Governo, Berlusconi e Bersani non posso staccare la spina

Il Popolo della libertà e Partito democratico hanno votato ieri (con molte, significative assenze a destra) una manovra che nessuno dei due partiti avrebbe mai avuto la forza di fare. Monti, infatti, è stato nominato proprio per adottare misure che nessun governo politico avrebbe potuto sostenere

Il Popolo della libertà e Partito democratico hanno votato ieri (con molte, significative assenze a destra) una manovra che nessuno dei due partiti avrebbe mai avuto la forza di fare. Monti, infatti, è stato nominato proprio per adottare misure che nessun governo politico avrebbe potuto sostenere. Egli non risponde agli elettori. E il Parlamento lo ha già costretto ad arretrare fin dove lui non avrebbe voluto. Ai sostenitori di PdL e Pd non sfugge il senso dell'emergenza, ma salvo poche eccezioni - secondo la tradizione italiana - ciascun cittadino ritiene di essere stato troppo colpito e addita il vicino come ingiustamente sottoposto a un minore carico di sacrifici.

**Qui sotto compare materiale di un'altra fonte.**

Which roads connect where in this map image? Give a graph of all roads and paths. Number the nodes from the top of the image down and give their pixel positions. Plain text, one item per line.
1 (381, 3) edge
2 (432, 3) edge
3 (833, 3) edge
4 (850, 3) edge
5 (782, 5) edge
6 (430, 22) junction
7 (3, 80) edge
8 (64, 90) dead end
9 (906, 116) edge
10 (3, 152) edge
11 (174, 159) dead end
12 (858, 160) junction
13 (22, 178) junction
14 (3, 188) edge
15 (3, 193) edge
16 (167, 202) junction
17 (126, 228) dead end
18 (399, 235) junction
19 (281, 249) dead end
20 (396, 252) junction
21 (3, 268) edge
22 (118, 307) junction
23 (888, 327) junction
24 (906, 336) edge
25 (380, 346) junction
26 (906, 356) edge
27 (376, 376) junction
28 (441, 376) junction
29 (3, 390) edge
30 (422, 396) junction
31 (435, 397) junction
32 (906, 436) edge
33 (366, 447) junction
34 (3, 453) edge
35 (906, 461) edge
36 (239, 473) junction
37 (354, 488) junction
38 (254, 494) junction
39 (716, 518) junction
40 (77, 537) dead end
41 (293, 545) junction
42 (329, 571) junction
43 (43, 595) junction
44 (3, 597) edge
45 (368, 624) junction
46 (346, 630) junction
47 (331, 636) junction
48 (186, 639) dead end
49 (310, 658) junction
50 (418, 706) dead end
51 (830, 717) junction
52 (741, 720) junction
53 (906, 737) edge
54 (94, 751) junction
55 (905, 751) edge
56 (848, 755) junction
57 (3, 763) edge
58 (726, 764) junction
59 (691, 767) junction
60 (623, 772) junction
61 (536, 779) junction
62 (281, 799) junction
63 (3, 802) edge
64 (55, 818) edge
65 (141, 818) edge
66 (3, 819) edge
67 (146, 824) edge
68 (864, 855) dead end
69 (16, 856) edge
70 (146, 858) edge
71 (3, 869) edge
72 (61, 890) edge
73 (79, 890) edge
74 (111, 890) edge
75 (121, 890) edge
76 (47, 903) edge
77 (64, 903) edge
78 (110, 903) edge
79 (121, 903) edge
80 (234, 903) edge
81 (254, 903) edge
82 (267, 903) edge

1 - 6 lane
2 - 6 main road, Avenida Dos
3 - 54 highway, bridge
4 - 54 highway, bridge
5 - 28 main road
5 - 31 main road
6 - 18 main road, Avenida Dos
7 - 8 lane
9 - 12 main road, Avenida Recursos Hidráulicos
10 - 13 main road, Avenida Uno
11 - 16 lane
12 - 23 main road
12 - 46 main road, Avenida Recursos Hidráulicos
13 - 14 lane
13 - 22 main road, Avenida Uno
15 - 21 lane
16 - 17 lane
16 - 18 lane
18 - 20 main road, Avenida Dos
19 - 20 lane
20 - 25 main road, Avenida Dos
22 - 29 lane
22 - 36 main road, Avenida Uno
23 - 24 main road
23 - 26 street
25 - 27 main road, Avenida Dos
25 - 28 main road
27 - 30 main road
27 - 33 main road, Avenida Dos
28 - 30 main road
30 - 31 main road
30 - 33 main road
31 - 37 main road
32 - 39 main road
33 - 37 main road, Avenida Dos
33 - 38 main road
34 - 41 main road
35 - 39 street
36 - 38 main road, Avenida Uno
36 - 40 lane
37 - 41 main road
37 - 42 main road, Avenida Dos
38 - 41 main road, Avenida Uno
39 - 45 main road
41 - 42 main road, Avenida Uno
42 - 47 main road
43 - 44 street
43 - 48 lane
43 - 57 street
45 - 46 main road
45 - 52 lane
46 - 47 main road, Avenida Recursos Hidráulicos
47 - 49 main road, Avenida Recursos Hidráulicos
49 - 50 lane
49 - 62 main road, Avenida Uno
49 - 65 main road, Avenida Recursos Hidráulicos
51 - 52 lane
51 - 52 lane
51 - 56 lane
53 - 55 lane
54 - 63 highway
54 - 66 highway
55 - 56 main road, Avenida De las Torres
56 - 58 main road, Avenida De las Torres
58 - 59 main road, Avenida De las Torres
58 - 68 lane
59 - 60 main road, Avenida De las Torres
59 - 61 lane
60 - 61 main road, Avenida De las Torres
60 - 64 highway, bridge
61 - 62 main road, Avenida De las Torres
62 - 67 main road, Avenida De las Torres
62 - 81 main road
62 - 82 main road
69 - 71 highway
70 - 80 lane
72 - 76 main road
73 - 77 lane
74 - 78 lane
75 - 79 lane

La manovra ha subito in Parlamento aggiustamenti importanti, salvando l'indicizzazione per le pensioni lorde sotto i 1400 euro lordi al mese e alleviando notevolmente il carico dell'Ici sulle famiglie con figli. Ma non c'è dubbio che le tasse rappresentino la grandissima parte dell'intervento e che i provvedimenti per la crescita siano ancora modesti. Togliere soldi alla gente deprime sempre i consumi (e infatti ci attende un Natale molto povero). Ma quel che frena la spesa dei singoli e delle famiglie è soprattutto l'incertezza: che cosa ci aspetta domani dopo la stangata di oggi? È soltanto un uccello del malaugurio chi sostiene che depressione porta depressione e che dalla nuova depressione possono nascere soltanto altre tasse fino all'avvitamento finale?
Mercoledì a «Porta a porta» il viceministro dell'Economia Grilli ha fatto capire che il prelievo deciso dal governo dovrebbe mettere a lungo in sicurezza i conti dello Stato. Ma nessuno è in grado di dire quando la Merkel accetterà di consentire alla Banca Centrale Europea quella libertà di movimento (e di stampa di banconote) tipico delle banche centrali americana, inglese e giapponese.



Questa incertezza ha portato i leader dei partiti principali e del Terzo Polo a giocare su due tavoli. Da un lato devono appoggiare Monti («È il male minore», dice Berlusconi), dall'altro rassicurare il proprio elettorato. A parole tutti sono per le liberalizzazioni, nei fatti un'intesa bipartisan ha salvato farmacisti e tassisti, mentre nessuno vuole inimicarsi gli ordini professionali. Quando il Cavaliere dice che se il centrodestra tornasse al governo e le condizioni economiche lo consentissero abolirebbe di nuovo l'Ici sulla prima casa, vuole diffondere nell'aria un profumo, seppur lontano, di campagna elettorale.
In realtà, né Berlusconi, né Bersani possono permettersi il lusso di staccare la spina al governo Monti. Il paese, in una situazione di questo genere, non glielo perdonerebbe. Eppure le trappole non mancheranno, soprattutto a destra, dove le molte assenze di ieri nei banchi del Pdl sono segnali precisi. Se ieri Roberto Maroni - solo cautamente e in parte rettificato da Bossi - ha detto che la Lega si presenterà da sola alle prossime elezioni amministrative se il Cavaliere non tornerà sulla retta via, tenta di costringerlo alle elezioni anticipate. E a sinistra il voto contro la manovra di Italia dei Valori significa strappare la foto di Vasto (Bersani, Di Pietro e Vendola insieme) senza che ne sia stata scattata un'altra. Monti dunque andrà avanti. Ma dovrà dimostrare molto in fretta di non essere soltanto il «presidente delle tasse» se non vuole che il rumore dei tamburi di guerra diventi fastidioso anche per un uomo con i nervi d'acciaio come lui.